Each entry, from beginning to end, is to be transcribed verbatim.
/---
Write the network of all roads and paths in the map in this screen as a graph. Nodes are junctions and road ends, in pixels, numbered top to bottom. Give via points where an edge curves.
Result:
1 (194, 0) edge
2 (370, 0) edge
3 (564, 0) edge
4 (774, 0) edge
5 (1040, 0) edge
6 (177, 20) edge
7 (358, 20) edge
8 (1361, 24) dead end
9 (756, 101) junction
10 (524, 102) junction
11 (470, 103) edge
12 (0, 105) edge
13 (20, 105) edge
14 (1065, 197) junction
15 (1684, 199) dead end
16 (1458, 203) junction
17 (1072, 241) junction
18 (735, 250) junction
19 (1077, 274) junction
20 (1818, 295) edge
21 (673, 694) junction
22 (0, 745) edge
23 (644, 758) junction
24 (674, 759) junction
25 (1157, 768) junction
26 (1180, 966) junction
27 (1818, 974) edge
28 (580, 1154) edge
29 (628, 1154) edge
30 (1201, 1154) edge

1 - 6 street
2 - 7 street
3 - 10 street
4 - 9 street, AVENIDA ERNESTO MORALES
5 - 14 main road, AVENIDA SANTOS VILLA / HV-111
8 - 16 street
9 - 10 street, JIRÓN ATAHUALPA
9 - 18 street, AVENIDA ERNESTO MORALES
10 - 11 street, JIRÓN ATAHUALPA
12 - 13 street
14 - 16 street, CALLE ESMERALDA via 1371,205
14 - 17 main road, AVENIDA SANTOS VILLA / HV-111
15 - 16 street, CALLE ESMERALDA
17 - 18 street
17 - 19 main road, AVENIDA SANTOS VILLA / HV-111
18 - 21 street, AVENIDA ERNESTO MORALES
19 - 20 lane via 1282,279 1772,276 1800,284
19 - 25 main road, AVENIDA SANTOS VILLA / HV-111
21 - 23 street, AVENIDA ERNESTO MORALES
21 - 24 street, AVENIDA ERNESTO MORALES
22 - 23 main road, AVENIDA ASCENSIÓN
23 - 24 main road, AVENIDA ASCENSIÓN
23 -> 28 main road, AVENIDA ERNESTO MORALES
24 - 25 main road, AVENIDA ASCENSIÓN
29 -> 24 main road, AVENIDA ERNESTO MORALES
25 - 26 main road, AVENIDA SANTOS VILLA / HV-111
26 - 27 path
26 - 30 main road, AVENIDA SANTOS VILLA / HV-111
\---
▶ ANSWER TO THIS TASK
Write the network of all roads and paths in the map in this screen as a graph. Nodes are junctions and road ends, in pixels, numbered top to bottom. Give via points where an edge curves.
Result:
1 (194, 0) edge
2 (370, 0) edge
3 (564, 0) edge
4 (774, 0) edge
5 (1040, 0) edge
6 (177, 20) edge
7 (358, 20) edge
8 (1361, 24) dead end
9 (756, 101) junction
10 (524, 102) junction
11 (470, 103) edge
12 (0, 105) edge
13 (20, 105) edge
14 (1065, 197) junction
15 (1684, 199) dead end
16 (1458, 203) junction
17 (1072, 241) junction
18 (735, 250) junction
19 (1077, 274) junction
20 (1818, 295) edge
21 (673, 694) junction
22 (0, 745) edge
23 (644, 758) junction
24 (674, 759) junction
25 (1157, 768) junction
26 (1180, 966) junction
27 (1818, 974) edge
28 (580, 1154) edge
29 (628, 1154) edge
30 (1201, 1154) edge

1 - 6 street
2 - 7 street
3 - 10 street
4 - 9 street, AVENIDA ERNESTO MORALES
5 - 14 main road, AVENIDA SANTOS VILLA / HV-111
8 - 16 street
9 - 10 street, JIRÓN ATAHUALPA
9 - 18 street, AVENIDA ERNESTO MORALES
10 - 11 street, JIRÓN ATAHUALPA
12 - 13 street
14 - 16 street, CALLE ESMERALDA via 1371,205
14 - 17 main road, AVENIDA SANTOS VILLA / HV-111
15 - 16 street, CALLE ESMERALDA
17 - 18 street
17 - 19 main road, AVENIDA SANTOS VILLA / HV-111
18 - 21 street, AVENIDA ERNESTO MORALES
19 - 20 lane via 1282,279 1772,276 1800,284
19 - 25 main road, AVENIDA SANTOS VILLA / HV-111
21 - 23 street, AVENIDA ERNESTO MORALES
21 - 24 street, AVENIDA ERNESTO MORALES
22 - 23 main road, AVENIDA ASCENSIÓN
23 - 24 main road, AVENIDA ASCENSIÓN
23 -> 28 main road, AVENIDA ERNESTO MORALES
24 - 25 main road, AVENIDA ASCENSIÓN
29 -> 24 main road, AVENIDA ERNESTO MORALES
25 - 26 main road, AVENIDA SANTOS VILLA / HV-111
26 - 27 path
26 - 30 main road, AVENIDA SANTOS VILLA / HV-111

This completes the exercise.